--- Information ---

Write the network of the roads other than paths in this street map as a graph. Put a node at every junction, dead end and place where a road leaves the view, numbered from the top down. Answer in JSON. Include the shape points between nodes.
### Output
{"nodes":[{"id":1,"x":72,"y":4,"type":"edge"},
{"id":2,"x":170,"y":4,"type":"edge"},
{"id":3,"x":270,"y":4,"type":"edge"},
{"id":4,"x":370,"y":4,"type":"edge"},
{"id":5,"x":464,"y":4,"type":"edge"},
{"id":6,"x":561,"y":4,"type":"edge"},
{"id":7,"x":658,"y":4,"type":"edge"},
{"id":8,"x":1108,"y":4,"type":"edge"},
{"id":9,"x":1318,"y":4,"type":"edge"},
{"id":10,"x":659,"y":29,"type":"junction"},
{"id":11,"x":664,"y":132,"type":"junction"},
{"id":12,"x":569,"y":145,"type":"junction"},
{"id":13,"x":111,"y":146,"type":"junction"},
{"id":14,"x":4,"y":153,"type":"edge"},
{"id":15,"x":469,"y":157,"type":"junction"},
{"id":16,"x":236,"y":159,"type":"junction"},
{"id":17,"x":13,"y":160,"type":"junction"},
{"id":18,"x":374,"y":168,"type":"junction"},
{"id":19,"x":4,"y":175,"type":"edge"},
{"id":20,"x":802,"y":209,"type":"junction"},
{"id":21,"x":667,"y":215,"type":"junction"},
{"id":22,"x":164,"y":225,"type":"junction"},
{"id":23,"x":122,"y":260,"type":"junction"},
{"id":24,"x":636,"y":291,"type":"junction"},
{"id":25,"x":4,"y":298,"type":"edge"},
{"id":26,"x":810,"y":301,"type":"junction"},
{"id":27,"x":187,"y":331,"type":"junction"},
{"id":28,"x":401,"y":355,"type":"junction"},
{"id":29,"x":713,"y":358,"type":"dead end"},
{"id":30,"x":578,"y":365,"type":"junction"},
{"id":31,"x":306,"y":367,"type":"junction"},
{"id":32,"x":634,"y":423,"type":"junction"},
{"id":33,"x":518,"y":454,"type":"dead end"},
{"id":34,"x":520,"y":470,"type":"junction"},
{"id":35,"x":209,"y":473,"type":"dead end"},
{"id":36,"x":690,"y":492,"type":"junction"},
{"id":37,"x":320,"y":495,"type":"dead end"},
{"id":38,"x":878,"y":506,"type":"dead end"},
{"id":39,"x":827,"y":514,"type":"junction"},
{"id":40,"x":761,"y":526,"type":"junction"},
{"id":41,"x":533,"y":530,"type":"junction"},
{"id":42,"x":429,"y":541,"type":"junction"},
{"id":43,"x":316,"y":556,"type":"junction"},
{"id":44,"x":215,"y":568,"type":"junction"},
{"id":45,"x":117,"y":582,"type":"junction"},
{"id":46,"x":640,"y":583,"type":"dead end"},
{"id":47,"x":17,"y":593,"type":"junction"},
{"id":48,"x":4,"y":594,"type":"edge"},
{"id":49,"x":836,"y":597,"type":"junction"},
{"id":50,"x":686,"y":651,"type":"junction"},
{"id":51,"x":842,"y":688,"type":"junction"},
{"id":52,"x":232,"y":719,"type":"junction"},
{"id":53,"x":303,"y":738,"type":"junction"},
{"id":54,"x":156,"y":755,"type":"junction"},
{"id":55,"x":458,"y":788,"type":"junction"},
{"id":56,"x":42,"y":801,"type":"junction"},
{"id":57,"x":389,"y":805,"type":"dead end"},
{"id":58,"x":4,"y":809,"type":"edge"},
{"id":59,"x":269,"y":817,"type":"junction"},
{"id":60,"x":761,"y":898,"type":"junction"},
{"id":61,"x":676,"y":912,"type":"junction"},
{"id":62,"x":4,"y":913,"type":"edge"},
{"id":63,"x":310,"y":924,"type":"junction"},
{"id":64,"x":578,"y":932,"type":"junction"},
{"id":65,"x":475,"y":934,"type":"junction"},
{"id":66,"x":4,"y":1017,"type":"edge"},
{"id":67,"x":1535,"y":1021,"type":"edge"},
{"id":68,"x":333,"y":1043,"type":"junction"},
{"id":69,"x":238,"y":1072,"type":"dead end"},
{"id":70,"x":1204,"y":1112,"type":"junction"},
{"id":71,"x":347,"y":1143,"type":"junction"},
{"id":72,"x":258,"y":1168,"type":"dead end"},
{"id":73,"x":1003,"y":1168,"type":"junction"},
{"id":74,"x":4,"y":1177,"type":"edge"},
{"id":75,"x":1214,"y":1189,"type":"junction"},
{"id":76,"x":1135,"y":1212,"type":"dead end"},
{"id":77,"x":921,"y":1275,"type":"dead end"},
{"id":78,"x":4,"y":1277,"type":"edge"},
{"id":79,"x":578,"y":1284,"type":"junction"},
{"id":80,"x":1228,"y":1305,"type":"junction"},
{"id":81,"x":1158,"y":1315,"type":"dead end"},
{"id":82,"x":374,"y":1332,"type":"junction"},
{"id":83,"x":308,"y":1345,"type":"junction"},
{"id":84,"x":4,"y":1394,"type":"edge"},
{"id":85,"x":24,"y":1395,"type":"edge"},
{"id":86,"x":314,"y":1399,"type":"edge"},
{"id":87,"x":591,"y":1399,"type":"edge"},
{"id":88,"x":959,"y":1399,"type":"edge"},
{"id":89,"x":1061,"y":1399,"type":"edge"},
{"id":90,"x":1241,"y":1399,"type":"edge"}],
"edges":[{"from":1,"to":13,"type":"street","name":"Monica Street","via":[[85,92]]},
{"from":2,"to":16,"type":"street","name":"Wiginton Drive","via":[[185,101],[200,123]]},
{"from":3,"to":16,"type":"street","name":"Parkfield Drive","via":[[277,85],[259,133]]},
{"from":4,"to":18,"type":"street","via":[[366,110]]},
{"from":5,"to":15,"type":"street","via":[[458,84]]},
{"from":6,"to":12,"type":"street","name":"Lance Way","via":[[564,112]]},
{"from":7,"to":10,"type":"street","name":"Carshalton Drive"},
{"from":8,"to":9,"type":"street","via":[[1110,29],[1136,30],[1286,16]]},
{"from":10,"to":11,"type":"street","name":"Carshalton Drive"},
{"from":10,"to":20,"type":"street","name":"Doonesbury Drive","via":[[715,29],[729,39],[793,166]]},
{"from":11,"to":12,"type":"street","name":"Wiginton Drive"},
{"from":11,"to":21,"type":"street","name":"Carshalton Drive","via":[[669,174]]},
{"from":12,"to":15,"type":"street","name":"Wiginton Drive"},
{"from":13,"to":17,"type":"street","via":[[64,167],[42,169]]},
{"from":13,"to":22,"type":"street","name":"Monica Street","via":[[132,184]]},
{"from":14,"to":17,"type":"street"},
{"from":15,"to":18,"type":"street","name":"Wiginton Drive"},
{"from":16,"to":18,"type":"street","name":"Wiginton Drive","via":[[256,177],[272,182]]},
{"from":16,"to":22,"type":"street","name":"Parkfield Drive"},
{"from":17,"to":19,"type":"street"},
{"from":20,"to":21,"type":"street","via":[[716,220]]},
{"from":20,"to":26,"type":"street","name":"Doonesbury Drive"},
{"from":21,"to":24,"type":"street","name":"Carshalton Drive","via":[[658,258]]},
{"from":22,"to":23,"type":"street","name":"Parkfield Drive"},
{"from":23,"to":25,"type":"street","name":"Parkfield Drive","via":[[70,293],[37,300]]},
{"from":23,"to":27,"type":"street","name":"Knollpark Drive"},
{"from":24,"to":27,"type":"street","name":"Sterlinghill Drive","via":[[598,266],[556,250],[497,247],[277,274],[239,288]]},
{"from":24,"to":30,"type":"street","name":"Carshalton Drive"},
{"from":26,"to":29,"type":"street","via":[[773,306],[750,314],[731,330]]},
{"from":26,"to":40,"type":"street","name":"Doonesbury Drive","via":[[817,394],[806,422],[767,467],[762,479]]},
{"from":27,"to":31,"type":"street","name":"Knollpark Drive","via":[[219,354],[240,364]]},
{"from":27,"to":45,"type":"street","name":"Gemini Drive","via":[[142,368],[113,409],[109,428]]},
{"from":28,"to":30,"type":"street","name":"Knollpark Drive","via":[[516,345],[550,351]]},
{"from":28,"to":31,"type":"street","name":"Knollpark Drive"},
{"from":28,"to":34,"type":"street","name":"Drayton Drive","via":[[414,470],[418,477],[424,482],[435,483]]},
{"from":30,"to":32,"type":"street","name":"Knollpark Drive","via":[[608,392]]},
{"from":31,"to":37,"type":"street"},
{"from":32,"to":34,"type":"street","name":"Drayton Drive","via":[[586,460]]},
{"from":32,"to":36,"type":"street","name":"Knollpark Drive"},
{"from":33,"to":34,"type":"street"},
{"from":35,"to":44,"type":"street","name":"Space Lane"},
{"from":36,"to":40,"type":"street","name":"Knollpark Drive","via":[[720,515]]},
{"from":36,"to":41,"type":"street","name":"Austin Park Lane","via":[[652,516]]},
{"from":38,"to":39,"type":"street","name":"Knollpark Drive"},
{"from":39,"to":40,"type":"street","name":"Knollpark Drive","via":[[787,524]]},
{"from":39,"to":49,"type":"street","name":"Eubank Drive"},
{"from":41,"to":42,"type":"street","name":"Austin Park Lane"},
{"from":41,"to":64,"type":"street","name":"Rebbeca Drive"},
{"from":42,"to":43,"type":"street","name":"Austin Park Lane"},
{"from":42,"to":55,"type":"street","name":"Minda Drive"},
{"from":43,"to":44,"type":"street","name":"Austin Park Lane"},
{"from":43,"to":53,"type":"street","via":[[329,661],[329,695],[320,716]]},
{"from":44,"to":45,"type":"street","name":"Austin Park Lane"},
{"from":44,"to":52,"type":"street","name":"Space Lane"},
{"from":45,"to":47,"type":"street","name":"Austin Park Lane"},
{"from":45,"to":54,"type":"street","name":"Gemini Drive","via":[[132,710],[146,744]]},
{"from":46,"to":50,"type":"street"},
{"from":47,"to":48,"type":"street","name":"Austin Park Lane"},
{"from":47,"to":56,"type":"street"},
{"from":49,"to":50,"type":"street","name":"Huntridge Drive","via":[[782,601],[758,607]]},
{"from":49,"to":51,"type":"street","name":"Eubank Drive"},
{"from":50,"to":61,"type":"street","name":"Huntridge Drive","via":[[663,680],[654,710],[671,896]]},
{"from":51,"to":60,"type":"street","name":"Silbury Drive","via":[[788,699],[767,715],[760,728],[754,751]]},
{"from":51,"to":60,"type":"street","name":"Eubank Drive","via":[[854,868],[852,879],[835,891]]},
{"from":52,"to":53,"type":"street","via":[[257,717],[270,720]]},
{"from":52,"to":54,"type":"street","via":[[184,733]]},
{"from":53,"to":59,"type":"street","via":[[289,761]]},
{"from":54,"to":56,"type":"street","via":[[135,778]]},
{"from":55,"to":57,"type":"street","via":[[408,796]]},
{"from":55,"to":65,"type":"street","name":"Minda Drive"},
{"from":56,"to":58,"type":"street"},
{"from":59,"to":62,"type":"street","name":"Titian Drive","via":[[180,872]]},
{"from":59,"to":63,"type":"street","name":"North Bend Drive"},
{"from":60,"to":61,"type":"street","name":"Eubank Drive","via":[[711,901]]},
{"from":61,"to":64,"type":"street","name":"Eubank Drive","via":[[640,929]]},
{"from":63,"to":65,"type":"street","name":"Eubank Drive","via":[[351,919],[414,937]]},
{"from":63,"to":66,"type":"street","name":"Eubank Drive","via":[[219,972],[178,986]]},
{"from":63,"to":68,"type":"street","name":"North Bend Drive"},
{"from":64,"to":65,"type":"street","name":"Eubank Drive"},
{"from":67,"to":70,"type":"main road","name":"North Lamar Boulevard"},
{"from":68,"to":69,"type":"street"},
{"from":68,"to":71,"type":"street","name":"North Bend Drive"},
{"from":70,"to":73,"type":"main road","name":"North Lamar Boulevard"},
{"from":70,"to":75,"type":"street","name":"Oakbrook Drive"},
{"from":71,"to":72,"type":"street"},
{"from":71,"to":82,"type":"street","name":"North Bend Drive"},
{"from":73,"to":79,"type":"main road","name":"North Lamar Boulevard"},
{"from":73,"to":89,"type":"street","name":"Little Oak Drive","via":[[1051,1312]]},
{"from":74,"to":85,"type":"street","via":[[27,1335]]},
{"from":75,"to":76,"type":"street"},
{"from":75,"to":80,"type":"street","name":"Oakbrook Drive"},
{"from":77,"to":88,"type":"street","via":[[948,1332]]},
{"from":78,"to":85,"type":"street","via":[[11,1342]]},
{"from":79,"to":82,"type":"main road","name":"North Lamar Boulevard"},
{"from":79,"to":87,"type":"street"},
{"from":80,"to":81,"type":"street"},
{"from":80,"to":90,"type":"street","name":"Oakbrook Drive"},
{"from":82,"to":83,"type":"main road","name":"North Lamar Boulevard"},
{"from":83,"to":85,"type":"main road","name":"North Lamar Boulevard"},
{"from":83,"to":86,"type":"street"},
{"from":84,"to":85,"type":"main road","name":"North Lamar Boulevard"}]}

---

A single figure is required: the number of lines in the data where the word "Parkfield" occurs.

4